[Input — start]

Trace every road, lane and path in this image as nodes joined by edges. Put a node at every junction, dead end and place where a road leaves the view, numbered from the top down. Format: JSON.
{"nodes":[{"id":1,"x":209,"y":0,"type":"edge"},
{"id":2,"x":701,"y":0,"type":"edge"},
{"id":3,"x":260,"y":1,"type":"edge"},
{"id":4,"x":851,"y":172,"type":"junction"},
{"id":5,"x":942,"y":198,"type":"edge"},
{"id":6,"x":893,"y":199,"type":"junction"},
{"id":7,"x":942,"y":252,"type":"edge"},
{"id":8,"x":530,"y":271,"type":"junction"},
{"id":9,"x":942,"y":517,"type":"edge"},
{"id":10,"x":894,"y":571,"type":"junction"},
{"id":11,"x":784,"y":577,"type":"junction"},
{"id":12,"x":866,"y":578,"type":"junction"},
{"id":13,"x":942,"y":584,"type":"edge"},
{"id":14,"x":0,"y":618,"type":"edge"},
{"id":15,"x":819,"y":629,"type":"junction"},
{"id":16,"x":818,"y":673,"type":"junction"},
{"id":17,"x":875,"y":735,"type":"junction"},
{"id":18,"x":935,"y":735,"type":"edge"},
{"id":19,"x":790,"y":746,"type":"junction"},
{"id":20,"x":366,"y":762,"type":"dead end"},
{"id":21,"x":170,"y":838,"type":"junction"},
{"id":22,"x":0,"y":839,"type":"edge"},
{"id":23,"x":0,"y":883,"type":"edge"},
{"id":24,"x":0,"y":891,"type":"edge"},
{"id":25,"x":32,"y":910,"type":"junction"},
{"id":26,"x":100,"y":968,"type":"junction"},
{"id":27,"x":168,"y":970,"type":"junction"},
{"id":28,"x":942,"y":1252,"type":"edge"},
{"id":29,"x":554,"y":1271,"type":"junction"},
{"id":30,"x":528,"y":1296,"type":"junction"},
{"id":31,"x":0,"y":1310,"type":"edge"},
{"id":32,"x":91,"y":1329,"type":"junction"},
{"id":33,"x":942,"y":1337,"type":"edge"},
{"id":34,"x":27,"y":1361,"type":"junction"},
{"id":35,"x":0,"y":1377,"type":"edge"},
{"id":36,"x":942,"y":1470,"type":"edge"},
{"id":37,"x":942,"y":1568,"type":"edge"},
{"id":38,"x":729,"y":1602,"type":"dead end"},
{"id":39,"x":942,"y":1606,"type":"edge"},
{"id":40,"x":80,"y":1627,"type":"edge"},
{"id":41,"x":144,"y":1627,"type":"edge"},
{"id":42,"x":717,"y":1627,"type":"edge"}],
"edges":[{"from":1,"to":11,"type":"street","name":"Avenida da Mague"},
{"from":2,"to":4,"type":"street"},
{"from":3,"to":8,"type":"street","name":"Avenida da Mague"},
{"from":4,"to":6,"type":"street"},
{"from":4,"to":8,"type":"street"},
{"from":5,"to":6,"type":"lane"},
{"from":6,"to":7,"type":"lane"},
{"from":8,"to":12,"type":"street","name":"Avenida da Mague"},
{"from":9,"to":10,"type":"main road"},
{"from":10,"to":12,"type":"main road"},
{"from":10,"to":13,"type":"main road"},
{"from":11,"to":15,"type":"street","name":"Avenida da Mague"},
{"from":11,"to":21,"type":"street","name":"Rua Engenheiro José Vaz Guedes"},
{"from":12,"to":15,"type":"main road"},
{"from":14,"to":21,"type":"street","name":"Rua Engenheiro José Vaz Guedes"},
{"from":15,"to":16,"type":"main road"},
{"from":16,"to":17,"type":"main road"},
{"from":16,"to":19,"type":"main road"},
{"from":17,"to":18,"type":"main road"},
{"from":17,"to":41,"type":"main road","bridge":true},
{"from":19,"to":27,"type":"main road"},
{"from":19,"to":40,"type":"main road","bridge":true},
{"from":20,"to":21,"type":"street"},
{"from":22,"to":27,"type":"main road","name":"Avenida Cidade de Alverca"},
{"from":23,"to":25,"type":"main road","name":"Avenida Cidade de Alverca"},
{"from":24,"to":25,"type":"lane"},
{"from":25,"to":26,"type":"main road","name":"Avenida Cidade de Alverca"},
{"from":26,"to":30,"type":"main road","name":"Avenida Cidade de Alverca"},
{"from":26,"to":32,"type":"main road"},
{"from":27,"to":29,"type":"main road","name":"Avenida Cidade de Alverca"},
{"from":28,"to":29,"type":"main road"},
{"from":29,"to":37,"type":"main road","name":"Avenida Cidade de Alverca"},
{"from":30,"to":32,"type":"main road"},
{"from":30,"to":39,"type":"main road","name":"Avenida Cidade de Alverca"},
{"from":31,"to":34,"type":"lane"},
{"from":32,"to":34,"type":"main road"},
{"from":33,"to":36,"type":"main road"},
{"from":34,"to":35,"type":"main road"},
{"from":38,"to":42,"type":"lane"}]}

[Input — finish]

▸ **Directions for this task**
Transcribe all the entries, keeping each one exactly as it is.

▸ **Exercise response**
Trace every road, lane and path in this image as nodes joined by edges. Put a node at every junction, dead end and place where a road leaves the view, numbered from the top down. Format: JSON.
{"nodes":[{"id":1,"x":209,"y":0,"type":"edge"},
{"id":2,"x":701,"y":0,"type":"edge"},
{"id":3,"x":260,"y":1,"type":"edge"},
{"id":4,"x":851,"y":172,"type":"junction"},
{"id":5,"x":942,"y":198,"type":"edge"},
{"id":6,"x":893,"y":199,"type":"junction"},
{"id":7,"x":942,"y":252,"type":"edge"},
{"id":8,"x":530,"y":271,"type":"junction"},
{"id":9,"x":942,"y":517,"type":"edge"},
{"id":10,"x":894,"y":571,"type":"junction"},
{"id":11,"x":784,"y":577,"type":"junction"},
{"id":12,"x":866,"y":578,"type":"junction"},
{"id":13,"x":942,"y":584,"type":"edge"},
{"id":14,"x":0,"y":618,"type":"edge"},
{"id":15,"x":819,"y":629,"type":"junction"},
{"id":16,"x":818,"y":673,"type":"junction"},
{"id":17,"x":875,"y":735,"type":"junction"},
{"id":18,"x":935,"y":735,"type":"edge"},
{"id":19,"x":790,"y":746,"type":"junction"},
{"id":20,"x":366,"y":762,"type":"dead end"},
{"id":21,"x":170,"y":838,"type":"junction"},
{"id":22,"x":0,"y":839,"type":"edge"},
{"id":23,"x":0,"y":883,"type":"edge"},
{"id":24,"x":0,"y":891,"type":"edge"},
{"id":25,"x":32,"y":910,"type":"junction"},
{"id":26,"x":100,"y":968,"type":"junction"},
{"id":27,"x":168,"y":970,"type":"junction"},
{"id":28,"x":942,"y":1252,"type":"edge"},
{"id":29,"x":554,"y":1271,"type":"junction"},
{"id":30,"x":528,"y":1296,"type":"junction"},
{"id":31,"x":0,"y":1310,"type":"edge"},
{"id":32,"x":91,"y":1329,"type":"junction"},
{"id":33,"x":942,"y":1337,"type":"edge"},
{"id":34,"x":27,"y":1361,"type":"junction"},
{"id":35,"x":0,"y":1377,"type":"edge"},
{"id":36,"x":942,"y":1470,"type":"edge"},
{"id":37,"x":942,"y":1568,"type":"edge"},
{"id":38,"x":729,"y":1602,"type":"dead end"},
{"id":39,"x":942,"y":1606,"type":"edge"},
{"id":40,"x":80,"y":1627,"type":"edge"},
{"id":41,"x":144,"y":1627,"type":"edge"},
{"id":42,"x":717,"y":1627,"type":"edge"}],
"edges":[{"from":1,"to":11,"type":"street","name":"Avenida da Mague"},
{"from":2,"to":4,"type":"street"},
{"from":3,"to":8,"type":"street","name":"Avenida da Mague"},
{"from":4,"to":6,"type":"street"},
{"from":4,"to":8,"type":"street"},
{"from":5,"to":6,"type":"lane"},
{"from":6,"to":7,"type":"lane"},
{"from":8,"to":12,"type":"street","name":"Avenida da Mague"},
{"from":9,"to":10,"type":"main road"},
{"from":10,"to":12,"type":"main road"},
{"from":10,"to":13,"type":"main road"},
{"from":11,"to":15,"type":"street","name":"Avenida da Mague"},
{"from":11,"to":21,"type":"street","name":"Rua Engenheiro José Vaz Guedes"},
{"from":12,"to":15,"type":"main road"},
{"from":14,"to":21,"type":"street","name":"Rua Engenheiro José Vaz Guedes"},
{"from":15,"to":16,"type":"main road"},
{"from":16,"to":17,"type":"main road"},
{"from":16,"to":19,"type":"main road"},
{"from":17,"to":18,"type":"main road"},
{"from":17,"to":41,"type":"main road","bridge":true},
{"from":19,"to":27,"type":"main road"},
{"from":19,"to":40,"type":"main road","bridge":true},
{"from":20,"to":21,"type":"street"},
{"from":22,"to":27,"type":"main road","name":"Avenida Cidade de Alverca"},
{"from":23,"to":25,"type":"main road","name":"Avenida Cidade de Alverca"},
{"from":24,"to":25,"type":"lane"},
{"from":25,"to":26,"type":"main road","name":"Avenida Cidade de Alverca"},
{"from":26,"to":30,"type":"main road","name":"Avenida Cidade de Alverca"},
{"from":26,"to":32,"type":"main road"},
{"from":27,"to":29,"type":"main road","name":"Avenida Cidade de Alverca"},
{"from":28,"to":29,"type":"main road"},
{"from":29,"to":37,"type":"main road","name":"Avenida Cidade de Alverca"},
{"from":30,"to":32,"type":"main road"},
{"from":30,"to":39,"type":"main road","name":"Avenida Cidade de Alverca"},
{"from":31,"to":34,"type":"lane"},
{"from":32,"to":34,"type":"main road"},
{"from":33,"to":36,"type":"main road"},
{"from":34,"to":35,"type":"main road"},
{"from":38,"to":42,"type":"lane"}]}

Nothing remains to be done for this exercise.